Follow up to question: g++ does not show a 'unused' warning.

I fully understand why g++ doesn't warn about these variables, but I would like it to somehow find them anyway. The code I'm working on doesn't have any of those special cases, so a single FloatArray x; is almost definitely left-overs.

Even If i have to mark individual classes (Such as warning for unused FloatArray-objects) it would be very useful.
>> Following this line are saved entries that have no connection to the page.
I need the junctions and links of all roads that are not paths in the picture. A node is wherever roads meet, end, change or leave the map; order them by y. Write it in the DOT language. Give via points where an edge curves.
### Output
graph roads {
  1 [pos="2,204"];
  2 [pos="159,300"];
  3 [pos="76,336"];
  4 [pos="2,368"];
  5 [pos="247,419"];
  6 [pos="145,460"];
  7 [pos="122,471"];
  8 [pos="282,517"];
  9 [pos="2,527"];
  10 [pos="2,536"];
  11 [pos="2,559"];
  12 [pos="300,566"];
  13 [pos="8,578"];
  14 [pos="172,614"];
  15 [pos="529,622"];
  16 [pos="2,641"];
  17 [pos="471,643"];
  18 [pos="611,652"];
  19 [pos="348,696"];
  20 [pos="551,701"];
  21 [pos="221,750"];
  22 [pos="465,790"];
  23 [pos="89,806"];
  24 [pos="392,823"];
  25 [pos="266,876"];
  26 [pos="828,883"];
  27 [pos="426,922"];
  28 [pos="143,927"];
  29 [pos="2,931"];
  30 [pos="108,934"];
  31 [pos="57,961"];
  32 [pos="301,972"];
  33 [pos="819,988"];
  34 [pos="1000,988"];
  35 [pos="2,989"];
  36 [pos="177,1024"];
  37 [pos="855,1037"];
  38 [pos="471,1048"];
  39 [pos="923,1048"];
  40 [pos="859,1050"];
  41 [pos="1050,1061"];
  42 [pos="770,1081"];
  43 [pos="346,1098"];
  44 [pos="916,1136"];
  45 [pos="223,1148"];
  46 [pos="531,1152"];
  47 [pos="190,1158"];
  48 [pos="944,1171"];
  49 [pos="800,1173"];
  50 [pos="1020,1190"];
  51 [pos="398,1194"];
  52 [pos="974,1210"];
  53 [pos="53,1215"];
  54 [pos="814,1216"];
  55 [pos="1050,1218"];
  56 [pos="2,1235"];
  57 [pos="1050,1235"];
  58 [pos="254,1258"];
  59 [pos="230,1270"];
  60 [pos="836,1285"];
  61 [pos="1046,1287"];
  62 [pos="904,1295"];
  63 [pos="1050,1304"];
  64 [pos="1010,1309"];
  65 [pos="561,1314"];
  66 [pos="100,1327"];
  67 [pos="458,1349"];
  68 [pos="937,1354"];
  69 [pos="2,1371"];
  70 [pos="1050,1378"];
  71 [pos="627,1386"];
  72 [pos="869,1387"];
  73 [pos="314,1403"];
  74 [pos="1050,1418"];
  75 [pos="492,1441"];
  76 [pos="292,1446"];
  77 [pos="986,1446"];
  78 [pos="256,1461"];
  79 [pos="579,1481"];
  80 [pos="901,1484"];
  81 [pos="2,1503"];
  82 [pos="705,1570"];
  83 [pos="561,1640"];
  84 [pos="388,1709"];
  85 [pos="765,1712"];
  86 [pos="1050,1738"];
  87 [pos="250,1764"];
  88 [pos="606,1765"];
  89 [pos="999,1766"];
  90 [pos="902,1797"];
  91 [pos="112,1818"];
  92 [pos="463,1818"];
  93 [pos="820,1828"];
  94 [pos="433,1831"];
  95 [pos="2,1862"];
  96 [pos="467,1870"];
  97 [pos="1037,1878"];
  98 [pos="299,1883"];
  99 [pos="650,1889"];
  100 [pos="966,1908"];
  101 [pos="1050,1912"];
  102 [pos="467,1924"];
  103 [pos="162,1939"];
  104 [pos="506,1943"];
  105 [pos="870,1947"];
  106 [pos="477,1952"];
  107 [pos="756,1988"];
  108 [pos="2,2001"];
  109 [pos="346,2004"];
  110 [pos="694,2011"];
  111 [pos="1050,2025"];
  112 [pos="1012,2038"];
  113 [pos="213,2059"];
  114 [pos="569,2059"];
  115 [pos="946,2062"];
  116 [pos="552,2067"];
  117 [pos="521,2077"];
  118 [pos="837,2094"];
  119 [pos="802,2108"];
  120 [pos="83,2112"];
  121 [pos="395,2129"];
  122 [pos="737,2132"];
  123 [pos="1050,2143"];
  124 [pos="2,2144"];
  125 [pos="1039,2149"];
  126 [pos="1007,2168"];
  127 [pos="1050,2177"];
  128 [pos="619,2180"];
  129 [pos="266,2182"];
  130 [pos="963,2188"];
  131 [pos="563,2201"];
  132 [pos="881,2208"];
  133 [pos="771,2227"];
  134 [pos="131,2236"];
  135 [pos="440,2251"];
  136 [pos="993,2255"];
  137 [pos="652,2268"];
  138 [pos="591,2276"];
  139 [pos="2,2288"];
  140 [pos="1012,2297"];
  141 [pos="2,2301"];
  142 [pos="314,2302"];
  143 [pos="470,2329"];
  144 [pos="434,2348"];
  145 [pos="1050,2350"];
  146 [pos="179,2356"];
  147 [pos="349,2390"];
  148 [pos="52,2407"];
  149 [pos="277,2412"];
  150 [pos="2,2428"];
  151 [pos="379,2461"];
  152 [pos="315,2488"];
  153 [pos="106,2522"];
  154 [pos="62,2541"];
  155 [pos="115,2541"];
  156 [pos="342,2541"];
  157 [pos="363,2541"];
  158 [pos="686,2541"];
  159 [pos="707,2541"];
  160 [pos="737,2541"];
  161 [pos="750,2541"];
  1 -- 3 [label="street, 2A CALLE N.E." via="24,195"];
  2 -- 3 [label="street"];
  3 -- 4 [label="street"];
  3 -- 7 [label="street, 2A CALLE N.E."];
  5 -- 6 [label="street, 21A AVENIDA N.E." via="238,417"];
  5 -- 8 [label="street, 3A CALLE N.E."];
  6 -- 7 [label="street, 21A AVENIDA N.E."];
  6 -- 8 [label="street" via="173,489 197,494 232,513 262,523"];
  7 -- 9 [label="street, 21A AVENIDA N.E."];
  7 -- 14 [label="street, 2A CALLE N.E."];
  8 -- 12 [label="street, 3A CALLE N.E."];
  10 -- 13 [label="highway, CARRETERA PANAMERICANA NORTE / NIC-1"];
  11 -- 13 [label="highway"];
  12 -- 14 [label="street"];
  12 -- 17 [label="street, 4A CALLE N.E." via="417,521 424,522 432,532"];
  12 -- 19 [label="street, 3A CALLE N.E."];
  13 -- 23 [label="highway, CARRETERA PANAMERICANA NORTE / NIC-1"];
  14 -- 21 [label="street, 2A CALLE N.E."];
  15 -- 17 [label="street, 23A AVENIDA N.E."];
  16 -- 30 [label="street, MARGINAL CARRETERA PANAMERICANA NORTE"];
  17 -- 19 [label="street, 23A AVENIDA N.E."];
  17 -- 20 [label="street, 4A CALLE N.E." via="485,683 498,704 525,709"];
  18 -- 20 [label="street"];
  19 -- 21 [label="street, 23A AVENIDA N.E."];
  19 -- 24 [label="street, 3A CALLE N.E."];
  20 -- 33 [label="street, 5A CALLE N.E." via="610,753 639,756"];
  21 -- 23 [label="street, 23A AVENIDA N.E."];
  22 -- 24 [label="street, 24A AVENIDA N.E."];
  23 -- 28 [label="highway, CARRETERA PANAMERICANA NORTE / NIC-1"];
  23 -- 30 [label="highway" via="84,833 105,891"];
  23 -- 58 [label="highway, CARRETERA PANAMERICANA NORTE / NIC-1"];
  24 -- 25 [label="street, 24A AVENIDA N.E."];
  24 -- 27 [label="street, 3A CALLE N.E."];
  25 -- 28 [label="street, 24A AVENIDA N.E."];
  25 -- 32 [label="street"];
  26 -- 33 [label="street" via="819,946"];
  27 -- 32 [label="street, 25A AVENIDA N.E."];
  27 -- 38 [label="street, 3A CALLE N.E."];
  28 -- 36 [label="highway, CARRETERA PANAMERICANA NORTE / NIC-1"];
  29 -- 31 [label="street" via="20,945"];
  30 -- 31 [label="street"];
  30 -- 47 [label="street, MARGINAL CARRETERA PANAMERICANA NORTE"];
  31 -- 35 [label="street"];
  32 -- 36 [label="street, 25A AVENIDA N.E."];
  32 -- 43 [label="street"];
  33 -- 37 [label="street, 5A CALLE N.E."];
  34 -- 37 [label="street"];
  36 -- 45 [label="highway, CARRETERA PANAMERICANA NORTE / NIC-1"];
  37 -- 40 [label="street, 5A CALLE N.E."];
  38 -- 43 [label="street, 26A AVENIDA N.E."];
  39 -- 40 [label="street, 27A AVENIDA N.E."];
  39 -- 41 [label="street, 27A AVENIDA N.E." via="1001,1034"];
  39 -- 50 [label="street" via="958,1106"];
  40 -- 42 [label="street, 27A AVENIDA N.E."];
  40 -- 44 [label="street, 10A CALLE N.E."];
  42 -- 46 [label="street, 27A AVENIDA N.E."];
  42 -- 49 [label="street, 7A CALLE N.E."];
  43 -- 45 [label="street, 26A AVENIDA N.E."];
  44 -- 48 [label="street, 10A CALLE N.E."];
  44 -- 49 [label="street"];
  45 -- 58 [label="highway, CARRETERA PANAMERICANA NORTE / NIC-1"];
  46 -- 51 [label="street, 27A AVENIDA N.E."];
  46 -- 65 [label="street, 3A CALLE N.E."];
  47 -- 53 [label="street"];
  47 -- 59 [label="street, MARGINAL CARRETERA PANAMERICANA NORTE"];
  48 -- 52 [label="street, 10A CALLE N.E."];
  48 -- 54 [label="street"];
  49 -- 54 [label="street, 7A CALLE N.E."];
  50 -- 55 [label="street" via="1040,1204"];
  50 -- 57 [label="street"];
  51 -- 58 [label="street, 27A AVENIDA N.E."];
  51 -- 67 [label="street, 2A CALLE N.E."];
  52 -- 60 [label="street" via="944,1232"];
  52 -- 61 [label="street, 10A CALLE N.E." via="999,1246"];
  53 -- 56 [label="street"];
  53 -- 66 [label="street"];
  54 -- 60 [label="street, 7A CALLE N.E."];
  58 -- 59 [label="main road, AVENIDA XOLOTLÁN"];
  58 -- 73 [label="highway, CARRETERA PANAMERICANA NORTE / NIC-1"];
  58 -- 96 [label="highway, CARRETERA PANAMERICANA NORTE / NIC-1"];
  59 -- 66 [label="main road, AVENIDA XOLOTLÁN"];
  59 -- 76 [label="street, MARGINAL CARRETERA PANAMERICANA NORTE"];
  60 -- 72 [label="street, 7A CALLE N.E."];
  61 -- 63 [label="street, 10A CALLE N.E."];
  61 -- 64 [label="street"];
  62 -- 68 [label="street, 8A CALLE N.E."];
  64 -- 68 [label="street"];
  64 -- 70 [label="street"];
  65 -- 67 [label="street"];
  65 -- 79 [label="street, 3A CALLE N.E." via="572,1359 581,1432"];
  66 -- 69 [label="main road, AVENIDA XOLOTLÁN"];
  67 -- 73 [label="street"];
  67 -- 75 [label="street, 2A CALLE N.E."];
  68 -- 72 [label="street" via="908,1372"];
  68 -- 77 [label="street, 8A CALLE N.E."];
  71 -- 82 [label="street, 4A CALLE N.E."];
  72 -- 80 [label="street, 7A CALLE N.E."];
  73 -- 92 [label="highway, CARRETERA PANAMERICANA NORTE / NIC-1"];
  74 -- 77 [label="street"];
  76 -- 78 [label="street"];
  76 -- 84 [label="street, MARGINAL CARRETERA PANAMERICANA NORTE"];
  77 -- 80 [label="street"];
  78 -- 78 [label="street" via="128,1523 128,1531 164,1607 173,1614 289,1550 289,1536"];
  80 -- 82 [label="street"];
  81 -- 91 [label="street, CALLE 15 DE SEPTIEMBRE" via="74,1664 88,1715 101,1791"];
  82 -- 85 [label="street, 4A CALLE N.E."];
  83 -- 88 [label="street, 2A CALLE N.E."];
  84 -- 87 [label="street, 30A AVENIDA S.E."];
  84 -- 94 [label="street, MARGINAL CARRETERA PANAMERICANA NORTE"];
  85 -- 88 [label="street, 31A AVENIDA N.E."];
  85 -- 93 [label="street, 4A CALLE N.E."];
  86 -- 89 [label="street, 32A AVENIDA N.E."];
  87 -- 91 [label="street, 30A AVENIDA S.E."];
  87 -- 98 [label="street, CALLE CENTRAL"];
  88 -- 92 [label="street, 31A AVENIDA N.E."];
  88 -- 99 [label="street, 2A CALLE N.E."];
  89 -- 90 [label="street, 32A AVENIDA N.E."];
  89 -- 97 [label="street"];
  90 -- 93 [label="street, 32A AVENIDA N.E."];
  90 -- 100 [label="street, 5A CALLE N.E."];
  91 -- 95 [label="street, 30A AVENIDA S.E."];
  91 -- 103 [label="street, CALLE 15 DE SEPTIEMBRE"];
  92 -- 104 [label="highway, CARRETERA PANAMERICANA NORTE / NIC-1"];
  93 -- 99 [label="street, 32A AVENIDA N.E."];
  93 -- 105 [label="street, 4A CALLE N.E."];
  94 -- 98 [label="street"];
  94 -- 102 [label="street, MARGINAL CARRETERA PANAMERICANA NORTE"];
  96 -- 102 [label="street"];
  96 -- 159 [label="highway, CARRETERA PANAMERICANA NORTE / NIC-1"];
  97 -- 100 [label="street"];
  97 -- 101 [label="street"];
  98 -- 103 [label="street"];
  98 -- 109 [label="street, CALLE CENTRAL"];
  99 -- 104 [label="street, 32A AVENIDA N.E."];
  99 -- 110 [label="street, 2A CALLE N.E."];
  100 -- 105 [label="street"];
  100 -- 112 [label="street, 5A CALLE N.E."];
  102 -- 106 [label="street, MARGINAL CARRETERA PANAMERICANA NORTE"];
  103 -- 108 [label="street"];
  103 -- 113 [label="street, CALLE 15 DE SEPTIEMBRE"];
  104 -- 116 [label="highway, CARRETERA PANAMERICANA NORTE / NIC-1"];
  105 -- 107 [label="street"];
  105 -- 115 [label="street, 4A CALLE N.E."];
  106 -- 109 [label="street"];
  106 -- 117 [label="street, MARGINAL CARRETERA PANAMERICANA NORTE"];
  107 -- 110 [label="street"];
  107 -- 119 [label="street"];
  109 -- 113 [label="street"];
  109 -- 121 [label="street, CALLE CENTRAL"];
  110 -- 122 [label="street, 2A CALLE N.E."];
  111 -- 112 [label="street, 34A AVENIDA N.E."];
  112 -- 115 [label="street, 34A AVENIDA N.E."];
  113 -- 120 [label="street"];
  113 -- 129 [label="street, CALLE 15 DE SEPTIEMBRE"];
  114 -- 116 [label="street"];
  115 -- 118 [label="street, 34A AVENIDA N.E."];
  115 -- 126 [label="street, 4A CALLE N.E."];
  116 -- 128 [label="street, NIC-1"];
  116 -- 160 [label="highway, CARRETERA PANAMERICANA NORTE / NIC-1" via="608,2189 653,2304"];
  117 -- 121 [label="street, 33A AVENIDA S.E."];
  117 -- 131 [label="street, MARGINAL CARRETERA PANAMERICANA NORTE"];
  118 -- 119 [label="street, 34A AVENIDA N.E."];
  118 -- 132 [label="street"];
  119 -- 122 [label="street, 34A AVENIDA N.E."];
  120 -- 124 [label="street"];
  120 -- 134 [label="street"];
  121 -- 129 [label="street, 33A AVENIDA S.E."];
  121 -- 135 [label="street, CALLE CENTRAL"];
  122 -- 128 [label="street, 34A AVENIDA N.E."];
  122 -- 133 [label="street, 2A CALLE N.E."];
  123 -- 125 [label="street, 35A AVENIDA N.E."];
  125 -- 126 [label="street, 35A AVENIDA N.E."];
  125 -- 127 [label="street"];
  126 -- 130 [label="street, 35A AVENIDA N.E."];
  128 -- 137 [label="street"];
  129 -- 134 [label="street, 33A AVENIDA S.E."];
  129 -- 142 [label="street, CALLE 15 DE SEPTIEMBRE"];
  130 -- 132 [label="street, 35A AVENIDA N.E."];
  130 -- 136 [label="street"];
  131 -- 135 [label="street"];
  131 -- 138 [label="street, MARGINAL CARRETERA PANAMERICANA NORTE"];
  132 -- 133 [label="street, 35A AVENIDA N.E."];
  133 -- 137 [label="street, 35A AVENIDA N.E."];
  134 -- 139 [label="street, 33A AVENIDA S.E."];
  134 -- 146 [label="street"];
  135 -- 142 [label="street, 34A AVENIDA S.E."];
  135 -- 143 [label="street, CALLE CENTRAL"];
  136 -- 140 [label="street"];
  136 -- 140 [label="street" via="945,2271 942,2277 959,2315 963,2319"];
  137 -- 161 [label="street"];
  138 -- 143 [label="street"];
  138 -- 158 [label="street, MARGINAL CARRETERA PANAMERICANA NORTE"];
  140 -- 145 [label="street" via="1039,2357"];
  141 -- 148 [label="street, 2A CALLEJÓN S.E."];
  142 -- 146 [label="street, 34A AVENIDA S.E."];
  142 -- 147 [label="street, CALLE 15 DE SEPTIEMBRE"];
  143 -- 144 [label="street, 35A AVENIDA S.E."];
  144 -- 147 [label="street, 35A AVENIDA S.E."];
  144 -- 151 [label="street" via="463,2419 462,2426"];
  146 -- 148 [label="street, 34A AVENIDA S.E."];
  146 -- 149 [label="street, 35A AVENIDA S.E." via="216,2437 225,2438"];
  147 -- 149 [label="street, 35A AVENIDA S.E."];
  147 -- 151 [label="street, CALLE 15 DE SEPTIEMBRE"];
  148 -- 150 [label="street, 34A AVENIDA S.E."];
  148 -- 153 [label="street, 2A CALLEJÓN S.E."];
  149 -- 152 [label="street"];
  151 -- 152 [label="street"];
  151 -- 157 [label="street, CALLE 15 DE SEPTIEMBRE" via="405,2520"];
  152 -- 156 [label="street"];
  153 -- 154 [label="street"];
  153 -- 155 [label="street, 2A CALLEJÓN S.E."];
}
What can I do?

like image 227
Mikael Öhman Avatar asked Jan 18 '12 20:01

Mikael Öhman


2 Answers

Well, with GCC the following code does warn as you want:

struct Foo
{
};
struct Bar
{
    Foo f;
};
int main()
{
    Bar b; //warning: unused variable 'b' 
}

But if you add a constructor/destructor to the Foo or Bar struct, even a trivial one, it will not warn.

struct Foo
{
    Foo() {}
};
struct Bar
{
    Foo f;
};
int main()
{
    Bar b; //no warning! It calls Foo::Foo() into b.f
}

So the easiest way to regain the warning is to compile all the relevant constructors AND destructors conditionally:

struct Foo
{
#ifndef TEST_UNUSED
    Foo() {}
#endif
};
struct Bar
{
    Foo f;
};
int main()
{
    Bar b; //warning!
}

Now compile with g++ -DTEST_UNUSED to check for extra unused variables.

Not my brightest idea, but it works.

like image 162
rodrigo Avatar answered Sep 24 '22 10:09

rodrigo


Well, basically you want to create some sort of simple static analysis tool plugged in GCC ? If that's so, you could start by using MELT to quickly implement an unused variable printer.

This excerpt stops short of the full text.